#### [Dataset entries]

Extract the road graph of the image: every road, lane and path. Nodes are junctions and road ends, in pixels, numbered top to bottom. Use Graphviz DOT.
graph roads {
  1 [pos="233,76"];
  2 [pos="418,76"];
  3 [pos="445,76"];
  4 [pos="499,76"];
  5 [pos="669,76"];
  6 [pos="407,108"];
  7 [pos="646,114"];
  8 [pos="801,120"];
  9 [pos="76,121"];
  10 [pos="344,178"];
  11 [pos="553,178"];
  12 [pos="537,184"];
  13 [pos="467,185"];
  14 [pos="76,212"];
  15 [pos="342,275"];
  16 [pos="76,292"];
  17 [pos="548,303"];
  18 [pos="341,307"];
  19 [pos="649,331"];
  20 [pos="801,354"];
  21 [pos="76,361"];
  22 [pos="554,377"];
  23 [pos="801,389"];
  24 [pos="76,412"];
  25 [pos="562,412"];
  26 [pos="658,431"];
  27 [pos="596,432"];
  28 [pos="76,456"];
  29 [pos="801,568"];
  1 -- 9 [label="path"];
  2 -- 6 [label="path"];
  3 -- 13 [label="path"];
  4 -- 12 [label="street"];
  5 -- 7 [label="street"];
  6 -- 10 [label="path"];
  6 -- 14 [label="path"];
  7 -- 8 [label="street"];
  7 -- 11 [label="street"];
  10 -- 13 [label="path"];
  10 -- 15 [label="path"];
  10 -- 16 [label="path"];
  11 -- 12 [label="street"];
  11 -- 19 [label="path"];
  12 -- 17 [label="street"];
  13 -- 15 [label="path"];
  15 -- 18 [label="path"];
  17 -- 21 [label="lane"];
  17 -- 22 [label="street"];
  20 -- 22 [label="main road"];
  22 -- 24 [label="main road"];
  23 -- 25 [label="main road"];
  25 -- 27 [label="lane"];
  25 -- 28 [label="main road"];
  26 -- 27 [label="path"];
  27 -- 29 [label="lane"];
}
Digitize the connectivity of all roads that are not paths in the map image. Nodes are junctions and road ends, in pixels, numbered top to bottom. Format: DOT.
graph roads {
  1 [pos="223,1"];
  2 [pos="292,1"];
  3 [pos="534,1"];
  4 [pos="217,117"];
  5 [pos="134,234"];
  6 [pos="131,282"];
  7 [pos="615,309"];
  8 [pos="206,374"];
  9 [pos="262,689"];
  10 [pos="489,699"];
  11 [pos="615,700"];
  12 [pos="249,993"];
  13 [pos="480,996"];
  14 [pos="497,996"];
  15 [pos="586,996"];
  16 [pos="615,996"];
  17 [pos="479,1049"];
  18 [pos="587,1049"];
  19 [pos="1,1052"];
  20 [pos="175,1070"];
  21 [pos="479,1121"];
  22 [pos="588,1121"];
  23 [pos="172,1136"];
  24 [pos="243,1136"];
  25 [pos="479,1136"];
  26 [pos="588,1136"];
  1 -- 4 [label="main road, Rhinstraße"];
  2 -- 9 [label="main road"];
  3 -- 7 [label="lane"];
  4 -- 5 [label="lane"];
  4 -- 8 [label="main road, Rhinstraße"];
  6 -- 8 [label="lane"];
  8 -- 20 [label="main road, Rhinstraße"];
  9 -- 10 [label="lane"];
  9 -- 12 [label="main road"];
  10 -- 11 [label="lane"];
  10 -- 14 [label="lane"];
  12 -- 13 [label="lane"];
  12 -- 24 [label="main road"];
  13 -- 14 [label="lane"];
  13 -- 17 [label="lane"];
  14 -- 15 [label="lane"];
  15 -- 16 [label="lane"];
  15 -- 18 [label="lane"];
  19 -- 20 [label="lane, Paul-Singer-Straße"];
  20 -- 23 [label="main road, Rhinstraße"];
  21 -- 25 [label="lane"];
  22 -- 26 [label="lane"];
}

#### [Your assignment]
When a line above contains the string "junctions", copy that line.

#### [Final answer]
Extract the road graph of the image: every road, lane and path. Nodes are junctions and road ends, in pixels, numbered top to bottom. Use Graphviz DOT.
Digitize the connectivity of all roads that are not paths in the map image. Nodes are junctions and road ends, in pixels, numbered top to bottom. Format: DOT.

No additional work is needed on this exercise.